_WHAT YOU WILL DO:_
Go through the records and show each line where the word "graph" occurs.

-------

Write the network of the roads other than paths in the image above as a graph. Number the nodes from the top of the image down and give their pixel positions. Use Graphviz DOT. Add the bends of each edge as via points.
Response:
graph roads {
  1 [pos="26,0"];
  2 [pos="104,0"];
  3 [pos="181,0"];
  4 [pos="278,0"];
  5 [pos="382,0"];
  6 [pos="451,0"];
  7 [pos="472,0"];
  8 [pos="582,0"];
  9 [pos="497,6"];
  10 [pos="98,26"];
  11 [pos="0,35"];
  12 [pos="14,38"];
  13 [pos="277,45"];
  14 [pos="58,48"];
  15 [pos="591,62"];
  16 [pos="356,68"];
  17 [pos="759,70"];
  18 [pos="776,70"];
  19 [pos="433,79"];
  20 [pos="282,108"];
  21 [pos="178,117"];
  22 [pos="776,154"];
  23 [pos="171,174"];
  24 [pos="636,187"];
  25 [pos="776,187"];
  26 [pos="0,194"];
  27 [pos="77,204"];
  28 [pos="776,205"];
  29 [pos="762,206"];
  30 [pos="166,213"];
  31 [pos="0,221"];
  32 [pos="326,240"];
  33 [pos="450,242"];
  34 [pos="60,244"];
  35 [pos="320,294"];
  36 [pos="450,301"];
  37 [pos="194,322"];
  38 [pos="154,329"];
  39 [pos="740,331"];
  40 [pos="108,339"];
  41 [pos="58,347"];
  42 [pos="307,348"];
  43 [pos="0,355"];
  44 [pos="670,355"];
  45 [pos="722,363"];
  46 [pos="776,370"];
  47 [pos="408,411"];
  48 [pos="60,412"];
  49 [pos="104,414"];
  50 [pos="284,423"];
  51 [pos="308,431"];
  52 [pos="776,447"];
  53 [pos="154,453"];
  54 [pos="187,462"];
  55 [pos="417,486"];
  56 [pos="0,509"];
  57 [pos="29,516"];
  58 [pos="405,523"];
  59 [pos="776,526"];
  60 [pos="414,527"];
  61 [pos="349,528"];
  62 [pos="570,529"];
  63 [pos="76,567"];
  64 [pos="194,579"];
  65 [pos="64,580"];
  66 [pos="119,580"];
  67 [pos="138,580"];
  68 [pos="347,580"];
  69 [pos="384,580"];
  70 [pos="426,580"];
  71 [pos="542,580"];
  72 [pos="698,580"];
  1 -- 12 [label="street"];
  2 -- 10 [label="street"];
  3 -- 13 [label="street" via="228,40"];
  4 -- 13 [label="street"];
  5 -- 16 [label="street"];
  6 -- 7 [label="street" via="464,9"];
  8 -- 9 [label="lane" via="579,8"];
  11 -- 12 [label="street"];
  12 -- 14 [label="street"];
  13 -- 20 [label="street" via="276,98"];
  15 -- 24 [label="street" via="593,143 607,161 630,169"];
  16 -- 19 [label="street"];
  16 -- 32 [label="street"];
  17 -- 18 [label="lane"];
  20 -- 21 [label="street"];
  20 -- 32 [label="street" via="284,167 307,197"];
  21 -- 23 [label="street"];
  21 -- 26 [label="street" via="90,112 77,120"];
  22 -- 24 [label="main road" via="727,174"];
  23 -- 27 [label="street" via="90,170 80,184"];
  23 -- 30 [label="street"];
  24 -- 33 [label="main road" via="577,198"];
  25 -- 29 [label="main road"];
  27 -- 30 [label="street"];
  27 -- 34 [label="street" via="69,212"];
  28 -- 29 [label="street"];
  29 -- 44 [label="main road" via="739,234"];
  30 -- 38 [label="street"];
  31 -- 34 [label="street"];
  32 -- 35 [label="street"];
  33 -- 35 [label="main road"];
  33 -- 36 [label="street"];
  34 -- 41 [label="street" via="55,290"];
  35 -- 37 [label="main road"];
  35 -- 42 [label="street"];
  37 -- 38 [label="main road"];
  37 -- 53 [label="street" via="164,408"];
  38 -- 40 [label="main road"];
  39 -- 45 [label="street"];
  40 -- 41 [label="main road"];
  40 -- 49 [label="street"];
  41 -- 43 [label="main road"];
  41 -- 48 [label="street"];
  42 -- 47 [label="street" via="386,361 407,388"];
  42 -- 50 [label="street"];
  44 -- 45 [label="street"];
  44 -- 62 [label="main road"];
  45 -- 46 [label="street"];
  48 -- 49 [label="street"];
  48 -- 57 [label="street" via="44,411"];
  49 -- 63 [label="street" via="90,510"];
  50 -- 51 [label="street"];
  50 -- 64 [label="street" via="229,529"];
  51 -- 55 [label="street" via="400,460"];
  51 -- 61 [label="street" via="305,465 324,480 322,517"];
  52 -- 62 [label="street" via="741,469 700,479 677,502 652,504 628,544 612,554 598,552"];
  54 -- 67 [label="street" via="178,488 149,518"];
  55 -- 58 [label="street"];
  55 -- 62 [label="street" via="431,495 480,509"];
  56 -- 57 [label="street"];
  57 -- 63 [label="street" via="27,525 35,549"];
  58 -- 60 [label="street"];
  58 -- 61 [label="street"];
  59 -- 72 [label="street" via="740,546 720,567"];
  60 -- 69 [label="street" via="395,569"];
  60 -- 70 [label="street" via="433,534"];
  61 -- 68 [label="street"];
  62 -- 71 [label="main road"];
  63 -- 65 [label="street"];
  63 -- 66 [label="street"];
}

-------

_ANSWER TO THIS TASK:_
Write the network of the roads other than paths in the image above as a graph. Number the nodes from the top of the image down and give their pixel positions. Use Graphviz DOT. Add the bends of each edge as via points.
graph roads {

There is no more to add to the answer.